2019 documentary, dir. Jack Bennett:
IMDb /
AllMovie.
The surviving cast and crew of Galaxy Quest discuss, twenty years
later, the making and reception of the film.
It's very bitty; things are put roughly into chronological order,
from the original spec script, through a few key changes and a lot of
minor ones, and then into production and release. But very few people
get to say more than a sentence or two at a time, and often they've
clearly been cut off in mid-phrase. Still, there are some very
interesting points made, especially by Elizabeth Cantillon (one of the
executive producers): for example, in all the early versions of the
story, the captain's actor hated having to be "The Captain" (in the
style of Shatner on Saturday Night Live), and it was only when they
got in a scriptwriter who could see beyond that cliché to the actor
actually looking back on it fondly that the story could move beyond
the broad comedy as which it had been pitched and commissioned. The
idea of having "a comedy" as anything other than pratfalls and blatant
jokes, or anything funny that isn't part of "a comedy", still strikes
these Hollywood people as a weird and alien thing.

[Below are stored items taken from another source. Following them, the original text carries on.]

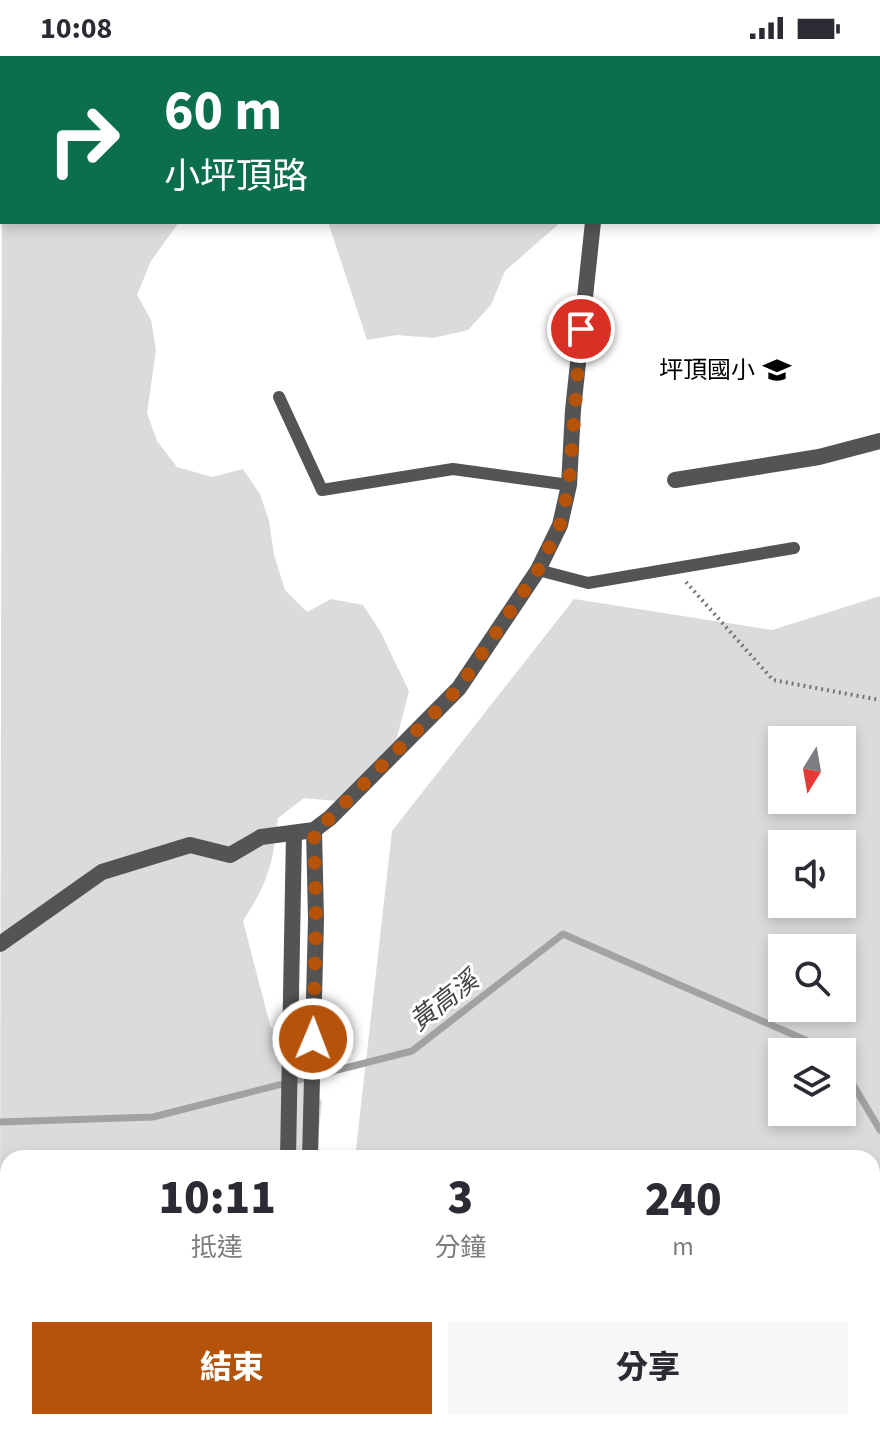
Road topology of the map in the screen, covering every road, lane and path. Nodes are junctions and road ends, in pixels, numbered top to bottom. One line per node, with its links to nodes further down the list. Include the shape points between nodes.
1 (593, 224): 5 (street)
2 (279, 397): 5 (lane, via 322,490 453,469)
3 (880, 441): 4 (street, via 819,457)
4 (675, 480)
5 (569, 485): 8 (street, via 560,525)
6 (794, 548): 7 (lane)
7 (674, 569): 8 (lane, via 588,583); 9 (path, via 773,680)
8 (538, 570): 10 (street, via 459,688)
9 (880, 700)
10 (314, 830): 11 (street); 14 (street)
11 (294, 833): 12 (street, via 261,837 230,855 190,845 102,872); 13 (street)
12 (0, 944)
13 (288, 1150)
14 (310, 1150)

Tim Allen was, when cast, in the middle of the experience of having
been the star of a popular series that had just ended.
Sigourney Weaver can see that, after Alien and Aliens, she might
easily have ended up in a career-ending SF TV series rather than
sticking with film and doing well if often in relatively minor roles.

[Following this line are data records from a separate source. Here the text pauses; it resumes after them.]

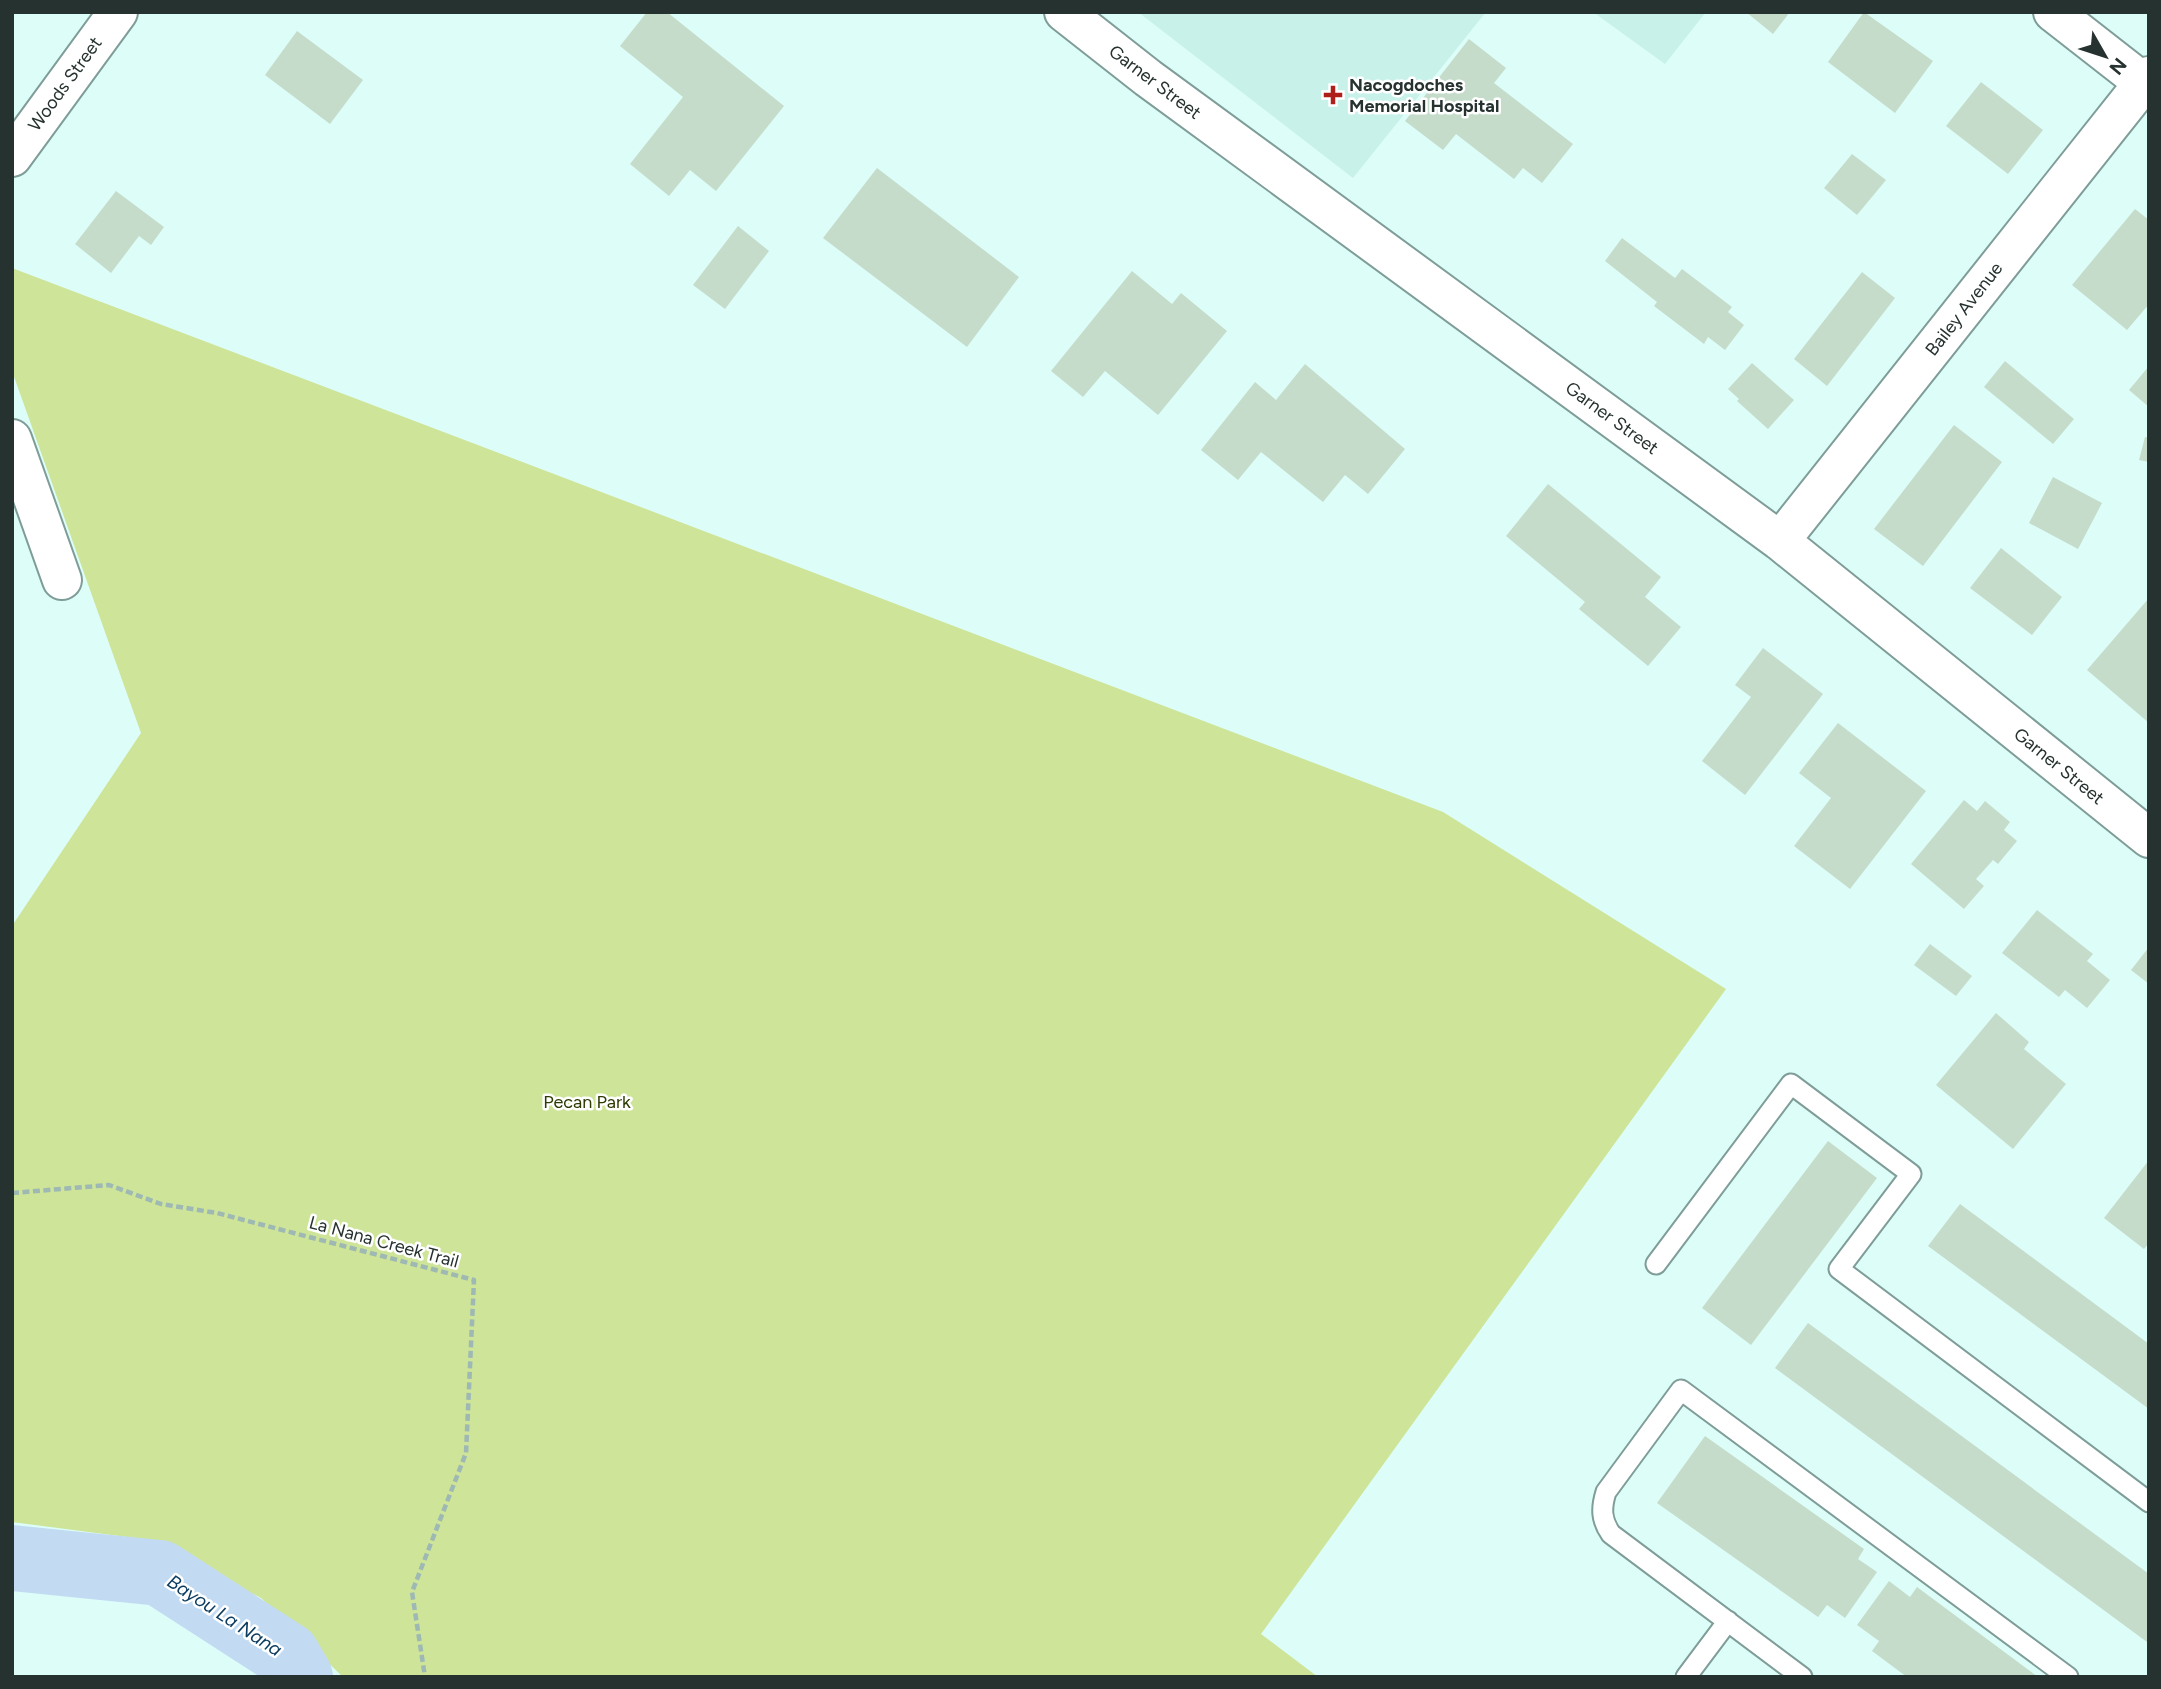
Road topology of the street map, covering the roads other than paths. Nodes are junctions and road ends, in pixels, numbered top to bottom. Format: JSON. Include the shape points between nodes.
{"nodes":[{"id":1,"x":118,"y":12,"type":"edge"},
{"id":2,"x":1064,"y":12,"type":"edge"},
{"id":3,"x":2053,"y":12,"type":"edge"},
{"id":4,"x":2147,"y":82,"type":"edge"},
{"id":5,"x":12,"y":157,"type":"edge"},
{"id":6,"x":12,"y":439,"type":"edge"},
{"id":7,"x":1780,"y":541,"type":"junction"},
{"id":8,"x":62,"y":580,"type":"dead end"},
{"id":9,"x":2149,"y":838,"type":"edge"},
{"id":10,"x":1656,"y":1264,"type":"dead end"},
{"id":11,"x":2149,"y":1502,"type":"edge"},
{"id":12,"x":1728,"y":1621,"type":"junction"},
{"id":13,"x":1686,"y":1677,"type":"edge"},
{"id":14,"x":1802,"y":1677,"type":"edge"},
{"id":15,"x":2068,"y":1677,"type":"edge"}],
"edges":[{"from":1,"to":5,"type":"street","name":"Woods Street"},
{"from":2,"to":7,"type":"street","name":"Garner Street"},
{"from":3,"to":4,"type":"street"},
{"from":4,"to":7,"type":"street","name":"Bailey Avenue"},
{"from":6,"to":8,"type":"street"},
{"from":7,"to":9,"type":"street","name":"Garner Street"},
{"from":10,"to":11,"type":"lane","via":[[1791,1084],[1911,1174],[1839,1269]]},
{"from":12,"to":13,"type":"lane"},
{"from":12,"to":14,"type":"lane"},
{"from":12,"to":15,"type":"lane","via":[[1604,1525],[1606,1492],[1681,1390]]}]}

Everybody is nice about Dead Alan Rickman, though while he was
pleasant to individuals he apparently never hid his contempt for the
story or the process of filmmaking. (They were surprised he could do
comedy. Apparently they'd never seen him in Robin Hood: Prince of
Thieves.)
There are frequent cutaways to, sigh, Wil Wheaton, to explain to the
hard of thinking how science fiction works (one would have thought
that people who weren't already interested probably wouldn't be
watching this) and how, in the usual worn-out narrative, "twenty years
ago the nerds were the misfits and now they're in charge". Well, now
we have geekface like Big Bang Theory (in which Wheaton's acted
extensively) and a nostalgia industry driven by appeal to manchildren.
But that would be too much introspection.
And then at the last moment Rugrats came out and was a success, so
the thing was recut to be a G-rated Christmas film for the kiddies.
Really, it's remarkable that it did as well as it did.
The interviews are good but the sound mixing can be unfortunate; too
often background music distracts from the interviews and even
sometimes drowns out the words (and when it's chopped in and out with
bits of the soundtrack composer's actual score, inserted to
illustrated the point he was making, it's particularly distracting).
Lots of minor interest here; no great surprises, but it's more
information about a remarkably good film.